Try it
In every line of the records, look for "nodes", then report how many lines have it and nothing else.

Stored items:
++++++++++++++++++++

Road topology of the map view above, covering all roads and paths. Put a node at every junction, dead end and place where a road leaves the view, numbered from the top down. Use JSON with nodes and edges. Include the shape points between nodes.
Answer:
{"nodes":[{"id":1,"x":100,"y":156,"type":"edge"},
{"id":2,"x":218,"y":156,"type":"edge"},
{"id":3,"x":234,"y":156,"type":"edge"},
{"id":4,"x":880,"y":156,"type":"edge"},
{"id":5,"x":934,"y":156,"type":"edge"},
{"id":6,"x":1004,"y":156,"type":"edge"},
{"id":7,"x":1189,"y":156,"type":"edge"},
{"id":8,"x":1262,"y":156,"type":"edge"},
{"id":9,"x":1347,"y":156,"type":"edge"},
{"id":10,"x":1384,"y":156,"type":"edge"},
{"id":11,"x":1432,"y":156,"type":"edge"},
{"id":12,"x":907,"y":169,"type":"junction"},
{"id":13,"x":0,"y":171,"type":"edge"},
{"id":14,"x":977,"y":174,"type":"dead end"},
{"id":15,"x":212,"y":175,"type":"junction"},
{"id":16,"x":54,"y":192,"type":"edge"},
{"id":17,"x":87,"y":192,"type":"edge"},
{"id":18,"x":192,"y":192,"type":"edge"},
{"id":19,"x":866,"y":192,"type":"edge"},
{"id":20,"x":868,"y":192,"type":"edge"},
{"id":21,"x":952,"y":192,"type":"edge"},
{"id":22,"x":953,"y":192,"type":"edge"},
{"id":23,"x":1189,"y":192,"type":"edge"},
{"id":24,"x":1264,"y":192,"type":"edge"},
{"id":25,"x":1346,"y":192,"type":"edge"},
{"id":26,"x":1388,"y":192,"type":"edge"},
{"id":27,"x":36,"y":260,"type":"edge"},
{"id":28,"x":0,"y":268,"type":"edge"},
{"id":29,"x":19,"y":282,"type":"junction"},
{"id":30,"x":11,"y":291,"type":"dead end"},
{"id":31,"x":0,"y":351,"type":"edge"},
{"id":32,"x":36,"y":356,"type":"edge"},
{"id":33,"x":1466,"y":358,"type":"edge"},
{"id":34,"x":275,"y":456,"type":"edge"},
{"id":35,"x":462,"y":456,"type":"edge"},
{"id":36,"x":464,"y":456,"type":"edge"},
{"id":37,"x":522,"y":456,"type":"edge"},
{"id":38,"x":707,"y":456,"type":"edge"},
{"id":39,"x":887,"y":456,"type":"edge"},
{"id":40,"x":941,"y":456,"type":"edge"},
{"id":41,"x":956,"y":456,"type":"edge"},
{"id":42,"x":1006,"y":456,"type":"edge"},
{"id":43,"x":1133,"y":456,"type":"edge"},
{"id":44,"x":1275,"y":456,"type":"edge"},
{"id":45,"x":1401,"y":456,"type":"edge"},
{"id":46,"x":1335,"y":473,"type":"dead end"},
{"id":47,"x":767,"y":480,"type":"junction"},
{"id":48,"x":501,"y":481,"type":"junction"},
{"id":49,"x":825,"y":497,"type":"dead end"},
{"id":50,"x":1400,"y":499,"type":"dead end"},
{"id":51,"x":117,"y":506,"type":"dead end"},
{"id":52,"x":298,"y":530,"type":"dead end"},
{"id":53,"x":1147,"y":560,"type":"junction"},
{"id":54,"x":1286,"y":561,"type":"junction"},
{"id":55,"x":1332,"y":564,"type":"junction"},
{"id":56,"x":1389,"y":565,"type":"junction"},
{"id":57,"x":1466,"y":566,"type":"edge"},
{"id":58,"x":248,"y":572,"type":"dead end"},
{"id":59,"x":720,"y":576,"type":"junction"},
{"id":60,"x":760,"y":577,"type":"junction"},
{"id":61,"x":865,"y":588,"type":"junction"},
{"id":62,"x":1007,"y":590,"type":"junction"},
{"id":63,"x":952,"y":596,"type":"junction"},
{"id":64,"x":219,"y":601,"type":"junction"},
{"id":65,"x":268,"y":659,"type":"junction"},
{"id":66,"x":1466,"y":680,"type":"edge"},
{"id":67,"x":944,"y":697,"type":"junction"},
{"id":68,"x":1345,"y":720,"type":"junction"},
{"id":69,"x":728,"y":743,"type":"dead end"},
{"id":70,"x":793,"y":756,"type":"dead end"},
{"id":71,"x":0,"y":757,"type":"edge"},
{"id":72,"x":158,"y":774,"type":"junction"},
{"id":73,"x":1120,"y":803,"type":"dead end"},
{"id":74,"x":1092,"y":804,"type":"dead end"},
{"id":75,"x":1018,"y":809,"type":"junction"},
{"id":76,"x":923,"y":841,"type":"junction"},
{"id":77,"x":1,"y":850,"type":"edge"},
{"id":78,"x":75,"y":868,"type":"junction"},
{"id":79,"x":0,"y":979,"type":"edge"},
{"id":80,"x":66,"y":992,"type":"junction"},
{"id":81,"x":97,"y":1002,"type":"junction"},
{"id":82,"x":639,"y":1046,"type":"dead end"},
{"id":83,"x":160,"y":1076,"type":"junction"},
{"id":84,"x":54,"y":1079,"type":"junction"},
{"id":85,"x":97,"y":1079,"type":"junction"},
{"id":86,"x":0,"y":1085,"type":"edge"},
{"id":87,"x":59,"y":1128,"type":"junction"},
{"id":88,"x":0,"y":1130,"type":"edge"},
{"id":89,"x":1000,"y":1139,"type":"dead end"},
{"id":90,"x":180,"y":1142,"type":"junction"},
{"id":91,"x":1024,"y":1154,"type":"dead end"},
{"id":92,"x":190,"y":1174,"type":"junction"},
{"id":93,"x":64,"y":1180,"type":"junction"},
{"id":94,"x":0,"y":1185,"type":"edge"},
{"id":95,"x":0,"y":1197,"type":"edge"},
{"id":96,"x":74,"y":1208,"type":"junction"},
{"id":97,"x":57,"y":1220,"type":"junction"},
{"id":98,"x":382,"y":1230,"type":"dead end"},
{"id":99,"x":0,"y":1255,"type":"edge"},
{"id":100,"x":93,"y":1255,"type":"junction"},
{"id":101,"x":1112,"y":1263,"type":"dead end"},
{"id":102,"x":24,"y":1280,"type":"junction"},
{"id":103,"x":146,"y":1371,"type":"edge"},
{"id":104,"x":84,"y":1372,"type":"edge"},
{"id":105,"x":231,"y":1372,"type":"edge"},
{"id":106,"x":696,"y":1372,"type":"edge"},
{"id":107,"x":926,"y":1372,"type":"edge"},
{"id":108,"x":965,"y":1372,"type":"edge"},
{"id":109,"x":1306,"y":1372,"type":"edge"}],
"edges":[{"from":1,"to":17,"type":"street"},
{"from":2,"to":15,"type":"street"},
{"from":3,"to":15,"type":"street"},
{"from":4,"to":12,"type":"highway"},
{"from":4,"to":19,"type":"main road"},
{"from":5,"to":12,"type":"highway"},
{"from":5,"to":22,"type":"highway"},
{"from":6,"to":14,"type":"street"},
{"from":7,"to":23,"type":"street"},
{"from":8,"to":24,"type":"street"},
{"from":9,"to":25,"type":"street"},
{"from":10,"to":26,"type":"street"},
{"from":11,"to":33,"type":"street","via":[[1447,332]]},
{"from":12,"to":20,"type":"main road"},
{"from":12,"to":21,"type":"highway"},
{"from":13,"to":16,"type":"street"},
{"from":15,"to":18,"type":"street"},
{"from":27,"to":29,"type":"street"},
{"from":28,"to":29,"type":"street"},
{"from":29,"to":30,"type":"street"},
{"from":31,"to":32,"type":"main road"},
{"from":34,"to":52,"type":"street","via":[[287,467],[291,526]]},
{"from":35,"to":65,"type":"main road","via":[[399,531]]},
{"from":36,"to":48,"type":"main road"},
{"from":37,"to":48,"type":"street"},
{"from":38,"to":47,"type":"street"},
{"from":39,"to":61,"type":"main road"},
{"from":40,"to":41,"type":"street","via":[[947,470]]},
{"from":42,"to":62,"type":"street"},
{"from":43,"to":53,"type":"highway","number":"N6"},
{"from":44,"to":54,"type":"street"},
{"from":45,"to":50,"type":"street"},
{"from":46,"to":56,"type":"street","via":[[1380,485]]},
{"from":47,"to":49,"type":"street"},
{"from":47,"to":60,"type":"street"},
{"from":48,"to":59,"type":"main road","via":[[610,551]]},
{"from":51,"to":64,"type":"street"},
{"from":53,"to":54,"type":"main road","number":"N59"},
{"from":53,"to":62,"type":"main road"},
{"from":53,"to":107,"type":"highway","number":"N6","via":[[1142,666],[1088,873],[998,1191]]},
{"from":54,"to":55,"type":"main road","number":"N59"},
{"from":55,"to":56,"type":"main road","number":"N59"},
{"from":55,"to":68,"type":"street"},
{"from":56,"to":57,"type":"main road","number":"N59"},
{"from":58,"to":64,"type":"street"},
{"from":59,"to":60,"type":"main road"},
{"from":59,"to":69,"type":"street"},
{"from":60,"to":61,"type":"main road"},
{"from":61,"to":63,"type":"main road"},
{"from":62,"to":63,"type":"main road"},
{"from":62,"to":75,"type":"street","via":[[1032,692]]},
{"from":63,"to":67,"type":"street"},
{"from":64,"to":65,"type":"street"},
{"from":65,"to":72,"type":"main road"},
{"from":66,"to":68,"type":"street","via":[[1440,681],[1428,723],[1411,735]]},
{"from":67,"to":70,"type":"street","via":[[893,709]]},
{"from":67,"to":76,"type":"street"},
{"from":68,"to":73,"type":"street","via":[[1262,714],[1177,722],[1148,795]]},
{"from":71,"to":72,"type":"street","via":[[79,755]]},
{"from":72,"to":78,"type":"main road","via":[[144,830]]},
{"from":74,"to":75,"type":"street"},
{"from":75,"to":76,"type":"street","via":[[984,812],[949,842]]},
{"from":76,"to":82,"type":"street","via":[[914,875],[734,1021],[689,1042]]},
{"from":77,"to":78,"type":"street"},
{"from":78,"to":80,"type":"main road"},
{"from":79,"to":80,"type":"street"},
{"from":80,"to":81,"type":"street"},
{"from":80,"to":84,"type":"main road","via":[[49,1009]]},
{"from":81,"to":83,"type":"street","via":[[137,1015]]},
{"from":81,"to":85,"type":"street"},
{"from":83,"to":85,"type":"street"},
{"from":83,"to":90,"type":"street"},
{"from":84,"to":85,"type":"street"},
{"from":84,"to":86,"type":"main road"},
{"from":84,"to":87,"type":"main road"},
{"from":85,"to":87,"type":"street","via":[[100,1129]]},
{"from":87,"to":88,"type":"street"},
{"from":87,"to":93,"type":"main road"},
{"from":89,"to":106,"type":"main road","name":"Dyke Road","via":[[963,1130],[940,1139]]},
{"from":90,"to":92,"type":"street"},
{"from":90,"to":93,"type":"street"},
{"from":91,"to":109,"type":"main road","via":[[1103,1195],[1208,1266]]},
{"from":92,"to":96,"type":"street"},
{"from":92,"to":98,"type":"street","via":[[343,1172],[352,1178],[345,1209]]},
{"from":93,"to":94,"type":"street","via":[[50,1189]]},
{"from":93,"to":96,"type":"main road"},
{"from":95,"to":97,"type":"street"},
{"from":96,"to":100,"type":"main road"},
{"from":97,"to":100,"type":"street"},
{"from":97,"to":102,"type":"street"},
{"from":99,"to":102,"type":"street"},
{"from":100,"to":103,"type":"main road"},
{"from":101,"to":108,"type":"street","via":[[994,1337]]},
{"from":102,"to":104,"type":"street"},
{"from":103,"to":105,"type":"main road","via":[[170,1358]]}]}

++++++++++++++++++++

Final answer
2